[PROVIDED RECORDS]

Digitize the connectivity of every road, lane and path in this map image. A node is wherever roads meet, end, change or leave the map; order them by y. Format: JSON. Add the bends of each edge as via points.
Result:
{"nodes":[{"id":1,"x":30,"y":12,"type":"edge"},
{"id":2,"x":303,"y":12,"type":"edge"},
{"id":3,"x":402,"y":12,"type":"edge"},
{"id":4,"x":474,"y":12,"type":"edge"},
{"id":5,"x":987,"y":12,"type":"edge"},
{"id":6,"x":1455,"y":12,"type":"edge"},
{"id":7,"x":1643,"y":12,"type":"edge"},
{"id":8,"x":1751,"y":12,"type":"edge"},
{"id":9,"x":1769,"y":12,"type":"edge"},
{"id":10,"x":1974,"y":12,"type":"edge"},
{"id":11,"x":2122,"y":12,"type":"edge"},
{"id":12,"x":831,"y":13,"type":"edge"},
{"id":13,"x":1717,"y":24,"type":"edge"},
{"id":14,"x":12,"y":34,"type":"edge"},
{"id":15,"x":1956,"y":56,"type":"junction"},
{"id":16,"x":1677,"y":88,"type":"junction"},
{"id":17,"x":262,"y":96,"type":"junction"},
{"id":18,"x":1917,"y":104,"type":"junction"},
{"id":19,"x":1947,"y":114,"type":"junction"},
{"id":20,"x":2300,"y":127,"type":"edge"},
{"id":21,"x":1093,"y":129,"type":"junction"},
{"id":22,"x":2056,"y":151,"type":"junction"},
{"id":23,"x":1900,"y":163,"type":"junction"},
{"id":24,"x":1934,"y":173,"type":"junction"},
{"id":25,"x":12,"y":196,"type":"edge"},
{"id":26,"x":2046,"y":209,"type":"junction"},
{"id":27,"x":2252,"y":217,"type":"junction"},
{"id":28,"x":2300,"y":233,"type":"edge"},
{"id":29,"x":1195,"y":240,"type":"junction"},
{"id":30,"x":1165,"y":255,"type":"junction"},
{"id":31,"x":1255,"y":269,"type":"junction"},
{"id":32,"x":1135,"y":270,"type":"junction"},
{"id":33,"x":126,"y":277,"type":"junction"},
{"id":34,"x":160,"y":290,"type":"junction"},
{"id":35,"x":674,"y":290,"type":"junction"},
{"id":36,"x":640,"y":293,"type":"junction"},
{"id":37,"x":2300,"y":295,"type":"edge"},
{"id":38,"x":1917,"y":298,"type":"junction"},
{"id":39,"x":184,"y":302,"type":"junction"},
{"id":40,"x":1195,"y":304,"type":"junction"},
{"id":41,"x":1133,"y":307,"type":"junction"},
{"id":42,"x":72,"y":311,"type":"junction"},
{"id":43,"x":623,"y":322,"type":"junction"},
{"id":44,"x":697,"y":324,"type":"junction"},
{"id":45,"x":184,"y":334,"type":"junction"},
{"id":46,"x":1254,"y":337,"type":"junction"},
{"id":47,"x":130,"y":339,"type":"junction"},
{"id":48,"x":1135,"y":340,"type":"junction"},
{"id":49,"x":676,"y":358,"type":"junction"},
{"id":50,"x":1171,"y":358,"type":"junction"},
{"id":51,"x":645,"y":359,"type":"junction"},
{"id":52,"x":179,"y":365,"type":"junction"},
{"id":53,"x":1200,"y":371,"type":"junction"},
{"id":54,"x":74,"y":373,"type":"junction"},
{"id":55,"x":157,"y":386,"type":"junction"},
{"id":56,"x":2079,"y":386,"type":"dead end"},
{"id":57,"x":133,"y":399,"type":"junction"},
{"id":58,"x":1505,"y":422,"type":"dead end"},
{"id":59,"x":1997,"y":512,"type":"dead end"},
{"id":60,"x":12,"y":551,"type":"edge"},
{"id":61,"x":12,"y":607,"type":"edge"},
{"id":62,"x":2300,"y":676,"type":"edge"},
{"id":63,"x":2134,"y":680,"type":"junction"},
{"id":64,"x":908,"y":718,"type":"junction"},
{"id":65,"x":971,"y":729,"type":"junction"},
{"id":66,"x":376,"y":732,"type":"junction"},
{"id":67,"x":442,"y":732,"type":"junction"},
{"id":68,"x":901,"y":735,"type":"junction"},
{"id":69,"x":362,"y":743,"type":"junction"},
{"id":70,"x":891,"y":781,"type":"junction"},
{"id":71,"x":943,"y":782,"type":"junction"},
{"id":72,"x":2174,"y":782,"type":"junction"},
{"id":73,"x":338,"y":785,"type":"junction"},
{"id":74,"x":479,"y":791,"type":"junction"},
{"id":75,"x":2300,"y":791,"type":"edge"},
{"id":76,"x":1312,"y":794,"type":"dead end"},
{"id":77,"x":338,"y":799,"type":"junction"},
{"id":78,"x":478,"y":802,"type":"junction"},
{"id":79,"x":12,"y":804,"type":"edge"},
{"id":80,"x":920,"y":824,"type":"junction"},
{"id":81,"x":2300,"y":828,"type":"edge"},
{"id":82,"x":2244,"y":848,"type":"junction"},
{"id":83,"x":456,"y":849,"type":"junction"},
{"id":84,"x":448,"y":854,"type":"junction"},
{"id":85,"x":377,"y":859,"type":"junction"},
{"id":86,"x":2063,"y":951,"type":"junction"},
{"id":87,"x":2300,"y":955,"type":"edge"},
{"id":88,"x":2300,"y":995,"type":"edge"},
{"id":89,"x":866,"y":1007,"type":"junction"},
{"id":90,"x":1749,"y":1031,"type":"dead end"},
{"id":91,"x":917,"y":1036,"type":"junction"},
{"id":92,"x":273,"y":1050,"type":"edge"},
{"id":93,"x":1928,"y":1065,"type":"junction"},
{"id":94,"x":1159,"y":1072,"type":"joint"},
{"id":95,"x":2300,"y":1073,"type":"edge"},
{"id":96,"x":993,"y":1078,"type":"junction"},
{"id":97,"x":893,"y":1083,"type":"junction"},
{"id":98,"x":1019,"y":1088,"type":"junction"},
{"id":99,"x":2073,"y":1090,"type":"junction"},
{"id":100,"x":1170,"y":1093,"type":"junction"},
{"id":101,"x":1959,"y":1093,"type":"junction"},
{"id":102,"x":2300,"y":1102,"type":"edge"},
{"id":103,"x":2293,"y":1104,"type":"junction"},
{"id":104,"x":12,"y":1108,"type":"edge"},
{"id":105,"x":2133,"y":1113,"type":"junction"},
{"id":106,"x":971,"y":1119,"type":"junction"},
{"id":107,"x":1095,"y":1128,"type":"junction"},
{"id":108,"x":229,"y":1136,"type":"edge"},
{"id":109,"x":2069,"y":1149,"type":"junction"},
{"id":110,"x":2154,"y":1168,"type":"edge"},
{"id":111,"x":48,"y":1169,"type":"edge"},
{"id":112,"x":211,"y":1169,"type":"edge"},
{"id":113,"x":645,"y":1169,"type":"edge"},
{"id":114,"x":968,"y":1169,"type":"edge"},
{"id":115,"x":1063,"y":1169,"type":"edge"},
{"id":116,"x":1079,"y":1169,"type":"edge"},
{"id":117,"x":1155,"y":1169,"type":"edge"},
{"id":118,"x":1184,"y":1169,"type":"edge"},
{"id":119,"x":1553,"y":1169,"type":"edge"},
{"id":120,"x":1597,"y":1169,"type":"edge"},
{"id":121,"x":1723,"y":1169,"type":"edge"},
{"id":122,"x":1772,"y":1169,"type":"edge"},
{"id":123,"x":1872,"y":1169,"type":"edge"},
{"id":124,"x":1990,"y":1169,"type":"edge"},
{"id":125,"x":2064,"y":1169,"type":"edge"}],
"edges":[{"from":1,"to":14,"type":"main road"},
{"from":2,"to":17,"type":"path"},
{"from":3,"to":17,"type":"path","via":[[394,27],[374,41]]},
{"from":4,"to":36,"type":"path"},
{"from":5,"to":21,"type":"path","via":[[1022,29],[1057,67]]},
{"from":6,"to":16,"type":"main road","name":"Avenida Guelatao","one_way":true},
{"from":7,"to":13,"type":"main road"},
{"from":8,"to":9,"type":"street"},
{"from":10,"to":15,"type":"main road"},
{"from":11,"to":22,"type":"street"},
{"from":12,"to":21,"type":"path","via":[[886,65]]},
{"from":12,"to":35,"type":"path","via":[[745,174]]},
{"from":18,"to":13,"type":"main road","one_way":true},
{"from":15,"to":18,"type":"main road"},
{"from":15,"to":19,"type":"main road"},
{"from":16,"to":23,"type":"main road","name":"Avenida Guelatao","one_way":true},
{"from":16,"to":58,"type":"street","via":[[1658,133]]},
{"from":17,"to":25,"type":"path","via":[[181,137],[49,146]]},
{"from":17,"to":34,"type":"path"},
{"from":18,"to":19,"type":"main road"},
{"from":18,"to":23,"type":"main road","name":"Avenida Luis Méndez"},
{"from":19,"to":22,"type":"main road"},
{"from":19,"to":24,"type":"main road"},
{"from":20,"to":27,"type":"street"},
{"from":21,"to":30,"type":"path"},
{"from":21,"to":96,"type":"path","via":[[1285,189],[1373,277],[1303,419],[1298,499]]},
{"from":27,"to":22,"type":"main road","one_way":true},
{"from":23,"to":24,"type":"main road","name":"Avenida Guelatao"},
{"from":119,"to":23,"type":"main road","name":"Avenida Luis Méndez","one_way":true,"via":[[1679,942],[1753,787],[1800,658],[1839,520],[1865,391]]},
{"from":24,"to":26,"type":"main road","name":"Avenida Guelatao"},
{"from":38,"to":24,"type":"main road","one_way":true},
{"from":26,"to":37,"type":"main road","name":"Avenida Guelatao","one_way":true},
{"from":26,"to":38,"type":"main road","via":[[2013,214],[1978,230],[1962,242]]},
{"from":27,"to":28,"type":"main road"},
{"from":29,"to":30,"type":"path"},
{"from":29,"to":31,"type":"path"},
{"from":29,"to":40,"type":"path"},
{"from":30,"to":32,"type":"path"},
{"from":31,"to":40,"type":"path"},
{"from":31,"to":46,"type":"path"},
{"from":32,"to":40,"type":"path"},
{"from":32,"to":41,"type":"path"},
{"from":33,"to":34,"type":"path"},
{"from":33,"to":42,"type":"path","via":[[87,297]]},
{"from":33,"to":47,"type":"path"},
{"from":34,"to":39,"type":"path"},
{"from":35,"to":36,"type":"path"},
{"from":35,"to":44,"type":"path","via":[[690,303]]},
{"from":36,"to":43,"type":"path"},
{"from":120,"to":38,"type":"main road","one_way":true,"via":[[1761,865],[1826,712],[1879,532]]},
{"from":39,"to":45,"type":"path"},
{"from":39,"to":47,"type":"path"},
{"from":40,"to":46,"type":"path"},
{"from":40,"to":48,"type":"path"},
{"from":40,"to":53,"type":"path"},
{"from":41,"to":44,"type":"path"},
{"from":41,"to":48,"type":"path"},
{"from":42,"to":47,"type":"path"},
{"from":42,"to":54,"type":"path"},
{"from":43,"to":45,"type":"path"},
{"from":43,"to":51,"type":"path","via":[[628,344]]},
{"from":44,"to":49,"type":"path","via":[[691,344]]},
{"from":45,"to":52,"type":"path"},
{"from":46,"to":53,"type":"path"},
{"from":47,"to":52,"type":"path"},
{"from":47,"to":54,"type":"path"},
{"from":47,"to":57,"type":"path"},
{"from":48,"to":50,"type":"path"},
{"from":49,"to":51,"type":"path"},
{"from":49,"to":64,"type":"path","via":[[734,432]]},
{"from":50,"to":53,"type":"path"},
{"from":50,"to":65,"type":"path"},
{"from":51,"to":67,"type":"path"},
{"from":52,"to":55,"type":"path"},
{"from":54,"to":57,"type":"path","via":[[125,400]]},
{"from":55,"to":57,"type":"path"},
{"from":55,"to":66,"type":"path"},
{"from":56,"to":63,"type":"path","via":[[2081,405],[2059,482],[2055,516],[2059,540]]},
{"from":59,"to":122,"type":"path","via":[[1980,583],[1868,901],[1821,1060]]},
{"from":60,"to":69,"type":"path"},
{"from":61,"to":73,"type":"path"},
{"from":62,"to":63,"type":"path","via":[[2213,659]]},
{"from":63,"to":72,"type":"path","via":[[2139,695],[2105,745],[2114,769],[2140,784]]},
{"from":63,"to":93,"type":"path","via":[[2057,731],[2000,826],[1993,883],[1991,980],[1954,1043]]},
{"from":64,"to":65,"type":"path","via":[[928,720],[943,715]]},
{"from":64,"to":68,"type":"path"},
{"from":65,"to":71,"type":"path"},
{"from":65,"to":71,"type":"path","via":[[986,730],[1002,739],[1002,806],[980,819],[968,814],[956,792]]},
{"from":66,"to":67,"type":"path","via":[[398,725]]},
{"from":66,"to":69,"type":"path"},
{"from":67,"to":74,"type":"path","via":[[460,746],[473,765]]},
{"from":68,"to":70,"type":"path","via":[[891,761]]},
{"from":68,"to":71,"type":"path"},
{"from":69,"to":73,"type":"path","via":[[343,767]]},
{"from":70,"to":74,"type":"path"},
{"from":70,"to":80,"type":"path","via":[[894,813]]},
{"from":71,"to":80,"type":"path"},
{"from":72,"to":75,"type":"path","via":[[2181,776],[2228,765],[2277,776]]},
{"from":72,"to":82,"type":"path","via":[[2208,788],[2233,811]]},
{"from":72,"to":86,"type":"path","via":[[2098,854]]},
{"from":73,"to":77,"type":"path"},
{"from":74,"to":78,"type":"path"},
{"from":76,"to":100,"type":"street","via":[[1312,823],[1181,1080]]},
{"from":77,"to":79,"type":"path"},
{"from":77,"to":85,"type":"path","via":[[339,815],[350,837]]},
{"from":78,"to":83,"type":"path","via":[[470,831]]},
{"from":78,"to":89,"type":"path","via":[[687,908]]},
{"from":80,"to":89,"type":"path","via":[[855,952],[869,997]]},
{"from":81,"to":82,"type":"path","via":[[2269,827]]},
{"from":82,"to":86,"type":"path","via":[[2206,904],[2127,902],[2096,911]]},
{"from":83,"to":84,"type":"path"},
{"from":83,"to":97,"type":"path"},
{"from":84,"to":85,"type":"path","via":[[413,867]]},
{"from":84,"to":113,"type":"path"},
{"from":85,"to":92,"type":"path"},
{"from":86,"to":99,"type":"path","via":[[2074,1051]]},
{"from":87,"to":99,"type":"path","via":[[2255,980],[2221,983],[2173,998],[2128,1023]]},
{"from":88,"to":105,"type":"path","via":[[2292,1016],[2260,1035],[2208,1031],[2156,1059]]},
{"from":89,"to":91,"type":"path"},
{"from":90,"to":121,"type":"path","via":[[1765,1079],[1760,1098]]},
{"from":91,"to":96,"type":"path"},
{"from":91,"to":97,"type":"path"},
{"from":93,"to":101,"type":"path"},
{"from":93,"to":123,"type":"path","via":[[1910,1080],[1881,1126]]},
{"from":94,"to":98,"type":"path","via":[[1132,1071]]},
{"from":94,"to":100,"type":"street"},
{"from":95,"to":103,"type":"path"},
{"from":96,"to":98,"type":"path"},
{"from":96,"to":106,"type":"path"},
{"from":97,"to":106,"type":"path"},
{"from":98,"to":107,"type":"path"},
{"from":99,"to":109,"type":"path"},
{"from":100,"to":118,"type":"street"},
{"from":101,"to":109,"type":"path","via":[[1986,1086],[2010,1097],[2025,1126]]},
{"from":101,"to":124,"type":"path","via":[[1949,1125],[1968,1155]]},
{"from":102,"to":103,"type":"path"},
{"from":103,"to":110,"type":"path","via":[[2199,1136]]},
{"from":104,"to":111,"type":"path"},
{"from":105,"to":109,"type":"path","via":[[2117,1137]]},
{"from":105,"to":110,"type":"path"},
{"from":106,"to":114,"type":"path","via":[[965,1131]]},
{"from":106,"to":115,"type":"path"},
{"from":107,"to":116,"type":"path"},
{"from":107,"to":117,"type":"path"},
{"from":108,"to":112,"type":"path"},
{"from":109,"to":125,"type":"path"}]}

[/PROVIDED RECORDS]

## PROBLEM
When a line of the material above contains the string "street", it counts. State the total and nothing more.

## FINISHED TASK
7